Hydroxyurea adherence strongly influences growth trajectories in children with sickle cell disease, materially changing short‑stature risk and warranting prioritized pediatric follow‑up.

Growth impairment is common in pediatric sickle cell cohorts; risk concentrates among those with more severe disease—frequent vaso‑occlusive crises, more severe anemia, and certain genotypes—summarized in a recent study.

In a cross‑sectional cohort of 225 children aged 6 months to 12 years, short stature (height <3rd percentile) affected roughly one‑third of participants; frequent VOCs (>3/year) occurred in about 32%. The study captured hospitalizations, transfusion burden, acute chest events, and hydroxyurea use, with anthropometry referenced to WHO height‑for‑age standards—data that can be integrated into routine risk stratification to flag children for intensified monitoring.

Regular hydroxyurea use correlated with better growth outcomes: 69.3% of the cohort reported regular use, while irregular or absent therapy carried an adjusted odds ratio of approximately 2.7 for short stature versus regular therapy. Lower BMI‑for‑age Z‑score had an adjusted OR of about 2.1. Children on uninterrupted hydroxyurea regimens experienced fewer growth deficits, indicating adherence materially influences long‑term growth trajectories and follow‑up priorities in pediatric practice.
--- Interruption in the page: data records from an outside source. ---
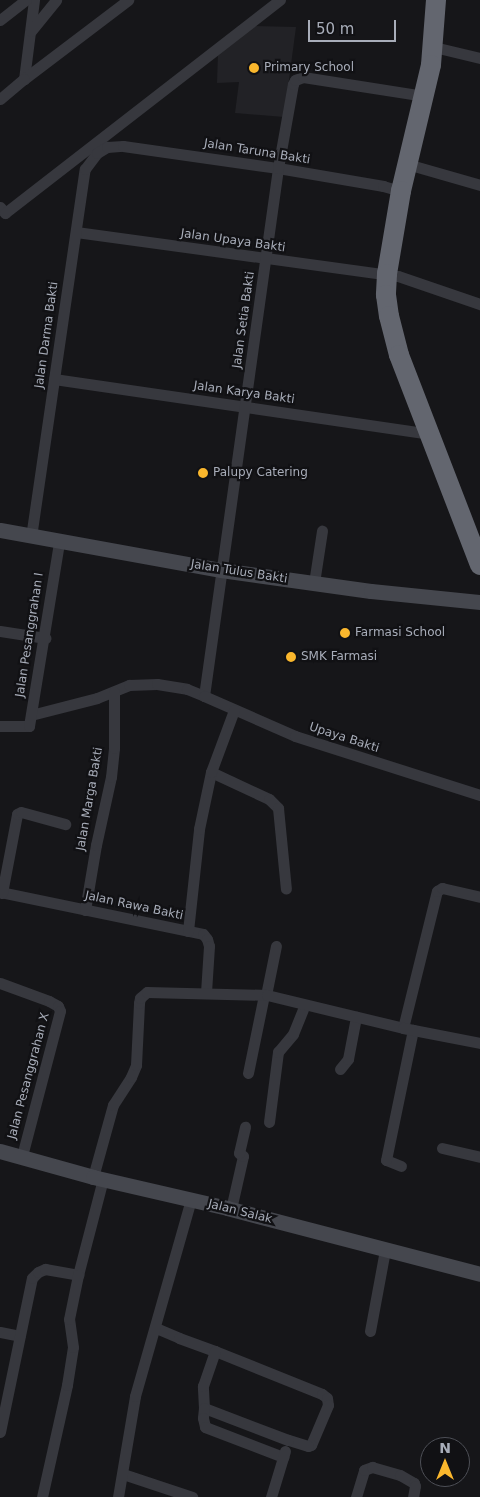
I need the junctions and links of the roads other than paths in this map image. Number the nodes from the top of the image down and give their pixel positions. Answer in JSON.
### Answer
{"nodes":[{"id":1,"x":26,"y":0,"type":"edge"},
{"id":2,"x":34,"y":0,"type":"edge"},
{"id":3,"x":56,"y":0,"type":"edge"},
{"id":4,"x":128,"y":0,"type":"edge"},
{"id":5,"x":280,"y":0,"type":"edge"},
{"id":6,"x":433,"y":0,"type":"edge"},
{"id":7,"x":0,"y":20,"type":"edge"},
{"id":8,"x":30,"y":32,"type":"junction"},
{"id":9,"x":434,"y":47,"type":"junction"},
{"id":10,"x":480,"y":58,"type":"edge"},
{"id":11,"x":24,"y":79,"type":"junction"},
{"id":12,"x":424,"y":96,"type":"junction"},
{"id":13,"x":0,"y":99,"type":"edge"},
{"id":14,"x":108,"y":147,"type":"joint"},
{"id":15,"x":407,"y":164,"type":"junction"},
{"id":16,"x":278,"y":168,"type":"junction"},
{"id":17,"x":480,"y":185,"type":"edge"},
{"id":18,"x":401,"y":191,"type":"junction"},
{"id":19,"x":2,"y":213,"type":"edge"},
{"id":20,"x":76,"y":232,"type":"junction"},
{"id":21,"x":267,"y":260,"type":"junction"},
{"id":22,"x":387,"y":274,"type":"junction"},
{"id":23,"x":480,"y":304,"type":"edge"},
{"id":24,"x":54,"y":379,"type":"junction"},
{"id":25,"x":246,"y":407,"type":"junction"},
{"id":26,"x":429,"y":434,"type":"junction"},
{"id":27,"x":0,"y":530,"type":"edge"},
{"id":28,"x":322,"y":531,"type":"dead end"},
{"id":29,"x":31,"y":537,"type":"junction"},
{"id":30,"x":59,"y":542,"type":"junction"},
{"id":31,"x":480,"y":565,"type":"edge"},
{"id":32,"x":221,"y":570,"type":"junction"},
{"id":33,"x":314,"y":583,"type":"junction"},
{"id":34,"x":480,"y":602,"type":"edge"},
{"id":35,"x":0,"y":631,"type":"edge"},
{"id":36,"x":44,"y":638,"type":"junction"},
{"id":37,"x":114,"y":692,"type":"junction"},
{"id":38,"x":204,"y":696,"type":"junction"},
{"id":39,"x":234,"y":710,"type":"junction"},
{"id":40,"x":31,"y":714,"type":"junction"},
{"id":41,"x":0,"y":726,"type":"edge"},
{"id":42,"x":211,"y":772,"type":"junction"},
{"id":43,"x":480,"y":795,"type":"edge"},
{"id":44,"x":65,"y":824,"type":"dead end"},
{"id":45,"x":286,"y":889,"type":"dead end"},
{"id":46,"x":1,"y":893,"type":"edge"},
{"id":47,"x":480,"y":897,"type":"edge"},
{"id":48,"x":85,"y":910,"type":"junction"},
{"id":49,"x":188,"y":932,"type":"junction"},
{"id":50,"x":276,"y":946,"type":"dead end"},
{"id":51,"x":0,"y":983,"type":"edge"},
{"id":52,"x":206,"y":993,"type":"junction"},
{"id":53,"x":265,"y":995,"type":"junction"},
{"id":54,"x":305,"y":1005,"type":"junction"},
{"id":55,"x":356,"y":1017,"type":"junction"},
{"id":56,"x":408,"y":1029,"type":"junction"},
{"id":57,"x":480,"y":1043,"type":"edge"},
{"id":58,"x":340,"y":1069,"type":"dead end"},
{"id":59,"x":248,"y":1074,"type":"dead end"},
{"id":60,"x":269,"y":1122,"type":"dead end"},
{"id":61,"x":245,"y":1126,"type":"dead end"},
{"id":62,"x":442,"y":1148,"type":"dead end"},
{"id":63,"x":0,"y":1151,"type":"edge"},
{"id":64,"x":22,"y":1156,"type":"junction"},
{"id":65,"x":480,"y":1157,"type":"edge"},
{"id":66,"x":401,"y":1166,"type":"dead end"},
{"id":67,"x":98,"y":1178,"type":"junction"},
{"id":68,"x":192,"y":1200,"type":"junction"},
{"id":69,"x":231,"y":1209,"type":"junction"},
{"id":70,"x":385,"y":1250,"type":"junction"},
{"id":71,"x":480,"y":1274,"type":"edge"},
{"id":72,"x":78,"y":1275,"type":"junction"},
{"id":73,"x":156,"y":1328,"type":"junction"},
{"id":74,"x":370,"y":1331,"type":"dead end"},
{"id":75,"x":0,"y":1332,"type":"edge"},
{"id":76,"x":20,"y":1336,"type":"junction"},
{"id":77,"x":215,"y":1351,"type":"junction"},
{"id":78,"x":204,"y":1408,"type":"junction"},
{"id":79,"x":1,"y":1415,"type":"edge"},
{"id":80,"x":0,"y":1432,"type":"edge"},
{"id":81,"x":288,"y":1440,"type":"junction"},
{"id":82,"x":283,"y":1457,"type":"junction"},
{"id":83,"x":123,"y":1474,"type":"junction"},
{"id":84,"x":42,"y":1497,"type":"edge"},
{"id":85,"x":118,"y":1497,"type":"edge"},
{"id":86,"x":192,"y":1497,"type":"edge"},
{"id":87,"x":272,"y":1497,"type":"edge"},
{"id":88,"x":356,"y":1497,"type":"edge"},
{"id":89,"x":413,"y":1497,"type":"edge"}],
"edges":[{"from":1,"to":7,"type":"street"},
{"from":2,"to":8,"type":"street"},
{"from":3,"to":8,"type":"street"},
{"from":4,"to":11,"type":"street"},
{"from":5,"to":19,"type":"street"},
{"from":6,"to":9,"type":"highway"},
{"from":8,"to":11,"type":"street"},
{"from":9,"to":10,"type":"street"},
{"from":9,"to":12,"type":"highway"},
{"from":11,"to":13,"type":"street"},
{"from":12,"to":15,"type":"highway"},
{"from":12,"to":16,"type":"street","name":"Jalan Setia Bakti"},
{"from":14,"to":16,"type":"street","name":"Jalan Taruna Bakti"},
{"from":14,"to":20,"type":"street","name":"Jalan Darma Bakti"},
{"from":15,"to":17,"type":"street"},
{"from":15,"to":18,"type":"highway"},
{"from":16,"to":18,"type":"street","name":"Jalan Taruna Bakti"},
{"from":16,"to":21,"type":"street","name":"Jalan Setia Bakti"},
{"from":18,"to":22,"type":"highway"},
{"from":20,"to":21,"type":"street","name":"Jalan Upaya Bakti"},
{"from":20,"to":24,"type":"street","name":"Jalan Darma Bakti"},
{"from":21,"to":22,"type":"street","name":"Jalan Upaya Bakti"},
{"from":21,"to":25,"type":"street","name":"Jalan Setia Bakti"},
{"from":22,"to":23,"type":"street","name":"Jalan Upaya Bakti"},
{"from":22,"to":26,"type":"highway"},
{"from":24,"to":25,"type":"street","name":"Jalan Karya Bakti"},
{"from":24,"to":29,"type":"street","name":"Jalan Darma Bakti"},
{"from":25,"to":26,"type":"street","name":"Jalan Karya Bakti"},
{"from":25,"to":32,"type":"street","name":"Jalan Setia Bakti"},
{"from":26,"to":31,"type":"highway"},
{"from":27,"to":29,"type":"main road","name":"Jalan Tulus Bakti"},
{"from":28,"to":33,"type":"street"},
{"from":29,"to":30,"type":"main road","name":"Jalan Tulus Bakti"},
{"from":30,"to":32,"type":"main road","name":"Jalan Tulus Bakti"},
{"from":30,"to":36,"type":"street","name":"Jalan Pesanggrahan I"},
{"from":32,"to":33,"type":"main road","name":"Jalan Tulus Bakti"},
{"from":32,"to":38,"type":"street","name":"Jalan Setia Bakti"},
{"from":33,"to":34,"type":"main road","name":"Jalan Tulus Bakti"},
{"from":35,"to":36,"type":"street"},
{"from":36,"to":40,"type":"street","name":"Jalan Pesanggrahan I"},
{"from":37,"to":38,"type":"street","name":"Upaya Bakti"},
{"from":37,"to":40,"type":"street","name":"Upaya Bakti"},
{"from":37,"to":48,"type":"street","name":"Jalan Marga Bakti"},
{"from":38,"to":39,"type":"street","name":"Upaya Bakti"},
{"from":39,"to":42,"type":"street"},
{"from":39,"to":43,"type":"street","name":"Upaya Bakti"},
{"from":40,"to":41,"type":"street","name":"Jalan Pesanggrahan I"},
{"from":42,"to":45,"type":"street"},
{"from":42,"to":49,"type":"street"},
{"from":44,"to":46,"type":"street"},
{"from":46,"to":48,"type":"street","name":"Jalan Rawa Bakti"},
{"from":47,"to":56,"type":"street"},
{"from":48,"to":49,"type":"street","name":"Jalan Rawa Bakti"},
{"from":49,"to":52,"type":"street","name":"Jalan Rawa Bakti"},
{"from":50,"to":53,"type":"street"},
{"from":51,"to":64,"type":"street","name":"Jalan Pesanggrahan X"},
{"from":52,"to":53,"type":"street"},
{"from":52,"to":67,"type":"street"},
{"from":53,"to":54,"type":"street"},
{"from":53,"to":59,"type":"street"},
{"from":54,"to":55,"type":"street"},
{"from":54,"to":60,"type":"street"},
{"from":55,"to":56,"type":"street"},
{"from":55,"to":58,"type":"street"},
{"from":56,"to":57,"type":"street"},
{"from":56,"to":66,"type":"street"},
{"from":61,"to":69,"type":"street"},
{"from":62,"to":65,"type":"street"},
{"from":63,"to":64,"type":"main road","name":"Jalan Salak"},
{"from":64,"to":67,"type":"main road","name":"Jalan Salak"},
{"from":67,"to":68,"type":"main road","name":"Jalan Salak"},
{"from":67,"to":72,"type":"street"},
{"from":68,"to":69,"type":"main road","name":"Jalan Salak"},
{"from":68,"to":73,"type":"street"},
{"from":69,"to":70,"type":"main road","name":"Jalan Salak"},
{"from":70,"to":71,"type":"main road","name":"Jalan Salak"},
{"from":70,"to":74,"type":"street"},
{"from":72,"to":76,"type":"street"},
{"from":72,"to":84,"type":"street"},
{"from":73,"to":77,"type":"street"},
{"from":73,"to":83,"type":"street"},
{"from":75,"to":76,"type":"street"},
{"from":76,"to":79,"type":"street"},
{"from":77,"to":78,"type":"street"},
{"from":77,"to":81,"type":"street"},
{"from":78,"to":81,"type":"street"},
{"from":78,"to":82,"type":"street"},
{"from":79,"to":80,"type":"street"},
{"from":81,"to":82,"type":"street"},
{"from":82,"to":87,"type":"street"},
{"from":83,"to":85,"type":"street"},
{"from":83,"to":86,"type":"street"},
{"from":88,"to":89,"type":"street"}]}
Expected management changes include earlier diagnosis, routine initiation or optimization of hydroxyurea for eligible children, standardized growth monitoring using height‑for‑age Z‑scores, and active management of chronic anemia and vaso‑occlusive events to support growth. Recommended monitoring cadence based on the study and common clinical standards includes baseline anthropometry at diagnosis and at least semiannual height measurements plotted against WHO or local growth standards, with more frequent checks when centile crossing or growth faltering is observed. Triggers for endocrinology referral include persistent height below the 3rd percentile, a fall of more than 1 Z‑score over a 12‑month interval, or unexplained deceleration despite optimized hematologic management—systematic monitoring and timely specialty referral can help prevent progressive growth failure.